Nick Shaxson ■ Switzerland: still the home of secret banking
There’s been a lot of press about Swiss banking secrecy being finished, because of certain improvements that have been made. We periodically issue reminders that this ain’t so, for many reasons. Just for instance:
- Swiss Banking Secrecy laws, in the spirit of the famous 1934 Swiss Banking Secrecy Law, remain firmly intact. If they really had turned over a new leaf, why don’t they just get rid of it.
- Swiss courts continue their decades-old vindictive pursuit of their best-known whistleblower, Rudolf Elmer. Elmer’s avalanche of evidence demonstrates clearly that the banking complex has managed to corrupt Swiss courts in their efforts to nail him.

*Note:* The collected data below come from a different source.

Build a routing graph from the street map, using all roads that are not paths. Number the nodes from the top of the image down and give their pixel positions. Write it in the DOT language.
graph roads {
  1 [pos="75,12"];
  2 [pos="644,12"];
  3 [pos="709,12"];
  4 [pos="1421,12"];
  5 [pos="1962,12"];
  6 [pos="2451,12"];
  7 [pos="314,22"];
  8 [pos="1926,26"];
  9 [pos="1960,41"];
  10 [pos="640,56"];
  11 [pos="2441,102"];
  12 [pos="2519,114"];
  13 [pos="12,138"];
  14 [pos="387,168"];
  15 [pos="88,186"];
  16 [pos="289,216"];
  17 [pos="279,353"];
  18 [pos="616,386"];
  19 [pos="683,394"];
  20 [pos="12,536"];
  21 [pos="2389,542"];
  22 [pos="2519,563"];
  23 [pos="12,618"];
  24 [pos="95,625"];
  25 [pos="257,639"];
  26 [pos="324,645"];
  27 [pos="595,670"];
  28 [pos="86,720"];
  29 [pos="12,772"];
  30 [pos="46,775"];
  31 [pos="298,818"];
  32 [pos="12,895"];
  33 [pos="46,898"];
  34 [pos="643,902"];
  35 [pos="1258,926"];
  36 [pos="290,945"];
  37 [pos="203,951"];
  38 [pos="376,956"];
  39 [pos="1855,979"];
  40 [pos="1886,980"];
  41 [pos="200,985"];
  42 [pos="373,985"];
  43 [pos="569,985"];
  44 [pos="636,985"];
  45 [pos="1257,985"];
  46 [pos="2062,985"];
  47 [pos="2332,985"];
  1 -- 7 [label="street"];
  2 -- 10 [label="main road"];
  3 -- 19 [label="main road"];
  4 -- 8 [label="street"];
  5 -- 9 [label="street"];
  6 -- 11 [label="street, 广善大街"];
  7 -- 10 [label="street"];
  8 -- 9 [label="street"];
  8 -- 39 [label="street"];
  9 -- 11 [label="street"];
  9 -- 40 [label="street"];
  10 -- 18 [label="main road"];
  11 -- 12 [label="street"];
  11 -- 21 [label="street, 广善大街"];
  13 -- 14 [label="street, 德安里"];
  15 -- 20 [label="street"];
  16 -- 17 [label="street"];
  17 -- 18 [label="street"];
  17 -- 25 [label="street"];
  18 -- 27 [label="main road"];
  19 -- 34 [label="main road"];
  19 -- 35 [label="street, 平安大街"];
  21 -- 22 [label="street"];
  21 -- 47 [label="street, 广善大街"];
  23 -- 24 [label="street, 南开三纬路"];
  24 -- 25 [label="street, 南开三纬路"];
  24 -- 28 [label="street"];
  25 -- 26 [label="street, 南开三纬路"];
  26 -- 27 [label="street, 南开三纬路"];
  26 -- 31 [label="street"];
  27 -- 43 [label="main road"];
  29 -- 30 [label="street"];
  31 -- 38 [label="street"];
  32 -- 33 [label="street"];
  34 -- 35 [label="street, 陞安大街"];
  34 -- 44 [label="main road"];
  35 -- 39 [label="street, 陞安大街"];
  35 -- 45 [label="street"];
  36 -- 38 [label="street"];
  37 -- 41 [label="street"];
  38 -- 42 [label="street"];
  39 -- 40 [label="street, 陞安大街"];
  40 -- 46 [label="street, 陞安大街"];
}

- As we’ve often noted, transparency is being provided selectively, mostly to powerful countries. The more vulnerable and weak the country, the less likely Switzerland is to pony up the information they need.
- The scandals, which just keep popping up. For example, try last week’s Why Dirty Money Still Plagues Switzerland, by the (not always terribly critical, but always interesting,) Swissinfo. Or look at the wares that mucky secrecy providers are still hawking this fine morning; or the goings-on at the thoroughly murky Freeport.
- Watch out for our next Financial Secrecy Index, coming soon – with ample new evidence about tax haven Switzerland.
Just sayin’.
Swiss secrecy certainly isn’t what it used to be, and Switzerland has certainly taken great strides in certain areas — along with many other tax havens facing the same international pressures for reform.
But make no mistake: Swiss secrecy ain’t dead.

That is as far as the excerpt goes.